● What you will do
What is the number of lines in the data below that contain "West"? Reply with the number only.

● Data for this task
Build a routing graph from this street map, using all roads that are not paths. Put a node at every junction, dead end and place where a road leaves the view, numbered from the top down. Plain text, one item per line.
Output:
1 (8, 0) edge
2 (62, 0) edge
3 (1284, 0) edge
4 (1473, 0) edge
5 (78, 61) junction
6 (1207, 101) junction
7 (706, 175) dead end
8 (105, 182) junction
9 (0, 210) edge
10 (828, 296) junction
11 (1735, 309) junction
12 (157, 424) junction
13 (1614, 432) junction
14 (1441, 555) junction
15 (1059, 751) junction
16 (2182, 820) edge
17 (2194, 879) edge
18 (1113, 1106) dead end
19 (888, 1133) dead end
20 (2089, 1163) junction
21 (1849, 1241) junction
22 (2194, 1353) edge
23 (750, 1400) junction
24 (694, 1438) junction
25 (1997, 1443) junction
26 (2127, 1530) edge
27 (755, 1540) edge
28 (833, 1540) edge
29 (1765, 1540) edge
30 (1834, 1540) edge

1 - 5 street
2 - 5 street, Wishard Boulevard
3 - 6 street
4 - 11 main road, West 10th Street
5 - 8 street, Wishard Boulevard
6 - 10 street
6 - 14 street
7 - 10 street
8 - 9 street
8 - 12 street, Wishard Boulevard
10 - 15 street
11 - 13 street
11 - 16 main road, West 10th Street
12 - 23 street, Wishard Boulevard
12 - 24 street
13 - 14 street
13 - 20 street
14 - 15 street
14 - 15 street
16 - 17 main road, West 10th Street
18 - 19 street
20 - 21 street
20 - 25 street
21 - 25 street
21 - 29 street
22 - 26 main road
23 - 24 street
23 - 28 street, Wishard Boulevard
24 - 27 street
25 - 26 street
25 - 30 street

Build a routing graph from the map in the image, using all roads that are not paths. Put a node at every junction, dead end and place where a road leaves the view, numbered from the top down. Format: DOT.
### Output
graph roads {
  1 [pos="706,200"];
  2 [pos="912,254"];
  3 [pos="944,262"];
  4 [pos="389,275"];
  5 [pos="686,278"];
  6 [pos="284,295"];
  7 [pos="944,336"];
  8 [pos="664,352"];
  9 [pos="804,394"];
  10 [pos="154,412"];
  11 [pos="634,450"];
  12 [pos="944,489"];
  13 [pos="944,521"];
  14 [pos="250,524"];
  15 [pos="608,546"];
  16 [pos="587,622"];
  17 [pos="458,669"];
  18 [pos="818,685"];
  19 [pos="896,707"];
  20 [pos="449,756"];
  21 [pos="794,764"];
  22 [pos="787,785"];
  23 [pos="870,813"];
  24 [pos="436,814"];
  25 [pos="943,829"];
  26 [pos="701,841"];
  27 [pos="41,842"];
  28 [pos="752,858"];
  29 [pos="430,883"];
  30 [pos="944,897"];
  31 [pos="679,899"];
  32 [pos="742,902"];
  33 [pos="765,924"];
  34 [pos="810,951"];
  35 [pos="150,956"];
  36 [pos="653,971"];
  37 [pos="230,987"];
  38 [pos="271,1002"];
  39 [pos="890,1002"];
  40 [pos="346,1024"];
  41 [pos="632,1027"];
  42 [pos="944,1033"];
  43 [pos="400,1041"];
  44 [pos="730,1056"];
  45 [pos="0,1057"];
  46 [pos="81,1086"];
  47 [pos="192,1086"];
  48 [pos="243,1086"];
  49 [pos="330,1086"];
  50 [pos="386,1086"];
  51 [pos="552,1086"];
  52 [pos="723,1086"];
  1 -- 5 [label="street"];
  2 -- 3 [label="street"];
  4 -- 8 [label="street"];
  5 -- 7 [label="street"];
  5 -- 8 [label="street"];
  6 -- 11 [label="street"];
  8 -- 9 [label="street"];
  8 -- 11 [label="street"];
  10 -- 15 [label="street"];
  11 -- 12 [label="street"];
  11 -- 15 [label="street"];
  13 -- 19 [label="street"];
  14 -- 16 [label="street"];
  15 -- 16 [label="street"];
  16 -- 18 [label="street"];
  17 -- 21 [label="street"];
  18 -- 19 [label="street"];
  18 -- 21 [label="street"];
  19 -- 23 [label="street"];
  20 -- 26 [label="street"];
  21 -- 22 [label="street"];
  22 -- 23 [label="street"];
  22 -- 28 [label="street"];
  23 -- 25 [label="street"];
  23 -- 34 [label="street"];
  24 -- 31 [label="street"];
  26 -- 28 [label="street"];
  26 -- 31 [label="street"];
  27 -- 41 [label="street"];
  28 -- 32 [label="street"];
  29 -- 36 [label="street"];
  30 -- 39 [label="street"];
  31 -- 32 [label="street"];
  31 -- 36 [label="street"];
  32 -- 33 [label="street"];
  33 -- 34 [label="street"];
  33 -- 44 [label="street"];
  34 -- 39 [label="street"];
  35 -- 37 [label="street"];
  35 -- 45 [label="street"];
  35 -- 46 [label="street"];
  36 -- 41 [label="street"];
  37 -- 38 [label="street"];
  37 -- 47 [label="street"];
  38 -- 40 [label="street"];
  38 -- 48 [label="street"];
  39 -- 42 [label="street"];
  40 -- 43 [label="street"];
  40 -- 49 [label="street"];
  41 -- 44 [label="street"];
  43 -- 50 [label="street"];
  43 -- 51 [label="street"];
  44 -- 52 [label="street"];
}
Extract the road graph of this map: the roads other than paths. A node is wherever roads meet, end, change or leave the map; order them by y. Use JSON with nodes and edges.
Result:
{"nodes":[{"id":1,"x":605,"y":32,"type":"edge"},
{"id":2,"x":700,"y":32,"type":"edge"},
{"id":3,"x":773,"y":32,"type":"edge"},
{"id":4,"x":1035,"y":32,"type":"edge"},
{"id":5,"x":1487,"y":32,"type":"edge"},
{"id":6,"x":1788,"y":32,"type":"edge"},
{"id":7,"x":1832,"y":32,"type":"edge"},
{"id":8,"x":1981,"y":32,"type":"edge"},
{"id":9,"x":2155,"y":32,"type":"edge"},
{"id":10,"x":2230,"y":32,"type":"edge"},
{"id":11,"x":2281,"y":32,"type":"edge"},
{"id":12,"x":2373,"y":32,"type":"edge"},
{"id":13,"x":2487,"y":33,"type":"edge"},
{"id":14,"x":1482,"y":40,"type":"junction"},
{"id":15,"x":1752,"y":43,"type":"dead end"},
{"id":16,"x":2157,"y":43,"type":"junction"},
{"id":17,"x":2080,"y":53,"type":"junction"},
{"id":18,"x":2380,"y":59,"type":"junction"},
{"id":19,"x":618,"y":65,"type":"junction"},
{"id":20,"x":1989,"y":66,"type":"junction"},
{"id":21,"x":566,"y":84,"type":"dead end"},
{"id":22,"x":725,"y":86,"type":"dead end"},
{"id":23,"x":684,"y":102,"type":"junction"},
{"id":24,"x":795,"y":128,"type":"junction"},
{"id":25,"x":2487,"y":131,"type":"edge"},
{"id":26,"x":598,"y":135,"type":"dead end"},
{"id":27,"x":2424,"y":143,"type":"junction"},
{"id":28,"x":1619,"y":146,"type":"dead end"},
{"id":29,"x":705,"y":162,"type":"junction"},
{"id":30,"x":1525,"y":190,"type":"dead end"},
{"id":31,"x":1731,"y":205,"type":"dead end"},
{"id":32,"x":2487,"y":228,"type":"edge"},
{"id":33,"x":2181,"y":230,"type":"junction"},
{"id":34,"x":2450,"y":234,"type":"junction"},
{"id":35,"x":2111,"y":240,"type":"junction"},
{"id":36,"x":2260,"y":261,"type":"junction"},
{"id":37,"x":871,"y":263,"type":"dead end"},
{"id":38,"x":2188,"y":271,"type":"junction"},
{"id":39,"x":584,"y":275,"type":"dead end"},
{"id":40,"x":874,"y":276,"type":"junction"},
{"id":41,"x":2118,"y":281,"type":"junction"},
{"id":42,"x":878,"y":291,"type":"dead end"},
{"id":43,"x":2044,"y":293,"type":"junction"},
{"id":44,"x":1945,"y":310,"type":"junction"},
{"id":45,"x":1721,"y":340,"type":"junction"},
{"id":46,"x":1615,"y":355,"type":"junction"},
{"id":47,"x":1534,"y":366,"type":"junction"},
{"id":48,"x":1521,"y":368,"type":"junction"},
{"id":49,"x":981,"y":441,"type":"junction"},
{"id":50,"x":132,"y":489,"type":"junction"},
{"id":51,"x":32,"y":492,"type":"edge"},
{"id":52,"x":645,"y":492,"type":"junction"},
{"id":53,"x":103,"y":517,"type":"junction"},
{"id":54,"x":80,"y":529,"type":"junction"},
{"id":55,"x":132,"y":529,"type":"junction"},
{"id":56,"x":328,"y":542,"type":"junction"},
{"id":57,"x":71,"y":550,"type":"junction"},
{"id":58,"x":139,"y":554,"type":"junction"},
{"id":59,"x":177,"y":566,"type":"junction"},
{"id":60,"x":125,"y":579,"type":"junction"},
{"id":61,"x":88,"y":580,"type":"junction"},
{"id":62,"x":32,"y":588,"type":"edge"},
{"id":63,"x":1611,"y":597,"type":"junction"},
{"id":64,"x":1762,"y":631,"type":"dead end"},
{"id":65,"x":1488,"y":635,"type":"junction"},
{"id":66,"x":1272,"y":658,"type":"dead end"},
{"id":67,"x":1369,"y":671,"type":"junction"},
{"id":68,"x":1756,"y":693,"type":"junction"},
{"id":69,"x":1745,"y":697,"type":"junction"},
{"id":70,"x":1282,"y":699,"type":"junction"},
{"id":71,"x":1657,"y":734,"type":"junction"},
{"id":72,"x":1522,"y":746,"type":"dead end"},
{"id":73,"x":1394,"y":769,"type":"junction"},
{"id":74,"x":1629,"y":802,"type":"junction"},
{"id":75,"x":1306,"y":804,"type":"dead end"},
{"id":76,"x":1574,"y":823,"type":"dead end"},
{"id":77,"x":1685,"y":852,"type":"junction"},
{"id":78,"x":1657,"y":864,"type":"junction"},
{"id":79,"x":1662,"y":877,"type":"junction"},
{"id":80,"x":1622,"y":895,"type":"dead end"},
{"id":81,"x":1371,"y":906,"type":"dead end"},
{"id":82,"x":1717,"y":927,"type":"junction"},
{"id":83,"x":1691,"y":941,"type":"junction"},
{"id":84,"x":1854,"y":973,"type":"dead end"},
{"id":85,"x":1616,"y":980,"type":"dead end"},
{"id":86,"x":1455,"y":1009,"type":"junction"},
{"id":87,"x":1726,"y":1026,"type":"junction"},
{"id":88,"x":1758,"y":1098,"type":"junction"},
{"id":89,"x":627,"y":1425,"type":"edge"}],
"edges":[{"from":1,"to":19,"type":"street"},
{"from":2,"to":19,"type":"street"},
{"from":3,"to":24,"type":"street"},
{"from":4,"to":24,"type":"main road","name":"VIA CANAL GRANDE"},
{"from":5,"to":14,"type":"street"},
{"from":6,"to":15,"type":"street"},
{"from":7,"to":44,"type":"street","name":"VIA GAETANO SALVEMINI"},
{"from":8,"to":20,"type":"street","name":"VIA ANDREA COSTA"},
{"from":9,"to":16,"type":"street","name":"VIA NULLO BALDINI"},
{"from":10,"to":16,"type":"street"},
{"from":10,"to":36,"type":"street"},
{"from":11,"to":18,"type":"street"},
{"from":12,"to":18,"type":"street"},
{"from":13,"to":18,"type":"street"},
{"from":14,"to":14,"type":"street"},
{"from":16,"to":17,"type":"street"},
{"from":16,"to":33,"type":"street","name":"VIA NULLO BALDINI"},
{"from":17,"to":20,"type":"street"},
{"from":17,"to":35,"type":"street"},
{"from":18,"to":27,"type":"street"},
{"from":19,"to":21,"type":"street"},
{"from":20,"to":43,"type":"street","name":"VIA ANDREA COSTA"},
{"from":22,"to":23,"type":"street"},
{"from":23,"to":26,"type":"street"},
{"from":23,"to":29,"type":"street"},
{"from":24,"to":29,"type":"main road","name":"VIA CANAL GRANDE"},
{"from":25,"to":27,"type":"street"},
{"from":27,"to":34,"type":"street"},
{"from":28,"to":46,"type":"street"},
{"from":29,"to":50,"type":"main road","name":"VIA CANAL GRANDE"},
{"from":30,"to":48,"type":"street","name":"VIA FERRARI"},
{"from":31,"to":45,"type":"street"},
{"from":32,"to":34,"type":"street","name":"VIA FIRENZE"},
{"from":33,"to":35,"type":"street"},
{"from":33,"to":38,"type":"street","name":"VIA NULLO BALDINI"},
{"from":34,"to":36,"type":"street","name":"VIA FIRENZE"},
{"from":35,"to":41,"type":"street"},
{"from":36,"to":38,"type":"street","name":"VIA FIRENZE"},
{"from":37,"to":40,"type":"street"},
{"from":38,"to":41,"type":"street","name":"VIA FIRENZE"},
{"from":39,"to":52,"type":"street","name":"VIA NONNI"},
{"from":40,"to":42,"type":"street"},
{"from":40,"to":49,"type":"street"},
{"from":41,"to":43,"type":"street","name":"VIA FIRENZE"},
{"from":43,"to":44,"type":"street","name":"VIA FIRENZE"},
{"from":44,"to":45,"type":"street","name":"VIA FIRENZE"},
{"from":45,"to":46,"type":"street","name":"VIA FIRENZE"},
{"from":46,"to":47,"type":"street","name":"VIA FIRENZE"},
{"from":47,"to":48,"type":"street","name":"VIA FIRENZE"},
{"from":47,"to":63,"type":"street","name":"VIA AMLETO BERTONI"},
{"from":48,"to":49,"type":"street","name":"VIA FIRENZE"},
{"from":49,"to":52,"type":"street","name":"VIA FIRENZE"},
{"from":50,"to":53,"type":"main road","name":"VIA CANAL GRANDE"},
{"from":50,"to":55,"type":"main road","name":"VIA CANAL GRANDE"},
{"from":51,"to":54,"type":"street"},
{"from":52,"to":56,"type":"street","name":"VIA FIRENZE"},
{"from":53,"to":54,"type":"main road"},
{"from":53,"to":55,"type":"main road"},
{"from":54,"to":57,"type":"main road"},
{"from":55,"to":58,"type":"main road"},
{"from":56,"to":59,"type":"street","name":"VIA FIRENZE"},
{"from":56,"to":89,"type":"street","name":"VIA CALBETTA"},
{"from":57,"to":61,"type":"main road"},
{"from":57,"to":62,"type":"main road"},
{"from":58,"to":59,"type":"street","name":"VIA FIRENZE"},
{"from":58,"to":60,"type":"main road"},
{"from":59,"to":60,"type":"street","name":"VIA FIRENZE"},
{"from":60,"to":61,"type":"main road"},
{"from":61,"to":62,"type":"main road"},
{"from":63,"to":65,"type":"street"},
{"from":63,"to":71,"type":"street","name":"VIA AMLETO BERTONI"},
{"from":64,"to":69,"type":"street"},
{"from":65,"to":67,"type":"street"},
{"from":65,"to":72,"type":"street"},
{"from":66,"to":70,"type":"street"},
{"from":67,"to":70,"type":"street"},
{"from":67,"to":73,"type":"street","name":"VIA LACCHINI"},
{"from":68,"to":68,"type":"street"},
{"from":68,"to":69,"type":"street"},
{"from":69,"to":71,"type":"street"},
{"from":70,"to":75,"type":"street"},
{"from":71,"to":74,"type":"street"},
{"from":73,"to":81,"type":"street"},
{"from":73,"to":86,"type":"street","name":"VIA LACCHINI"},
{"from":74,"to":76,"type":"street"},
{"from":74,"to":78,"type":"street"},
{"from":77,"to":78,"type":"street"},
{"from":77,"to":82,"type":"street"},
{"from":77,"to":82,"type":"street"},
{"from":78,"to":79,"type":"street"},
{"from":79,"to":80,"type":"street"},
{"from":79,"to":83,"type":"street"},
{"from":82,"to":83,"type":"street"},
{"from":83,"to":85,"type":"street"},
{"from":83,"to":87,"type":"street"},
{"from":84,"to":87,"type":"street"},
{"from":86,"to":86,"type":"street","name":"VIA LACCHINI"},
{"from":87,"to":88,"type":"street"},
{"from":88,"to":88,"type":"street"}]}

● Answer to the problem
3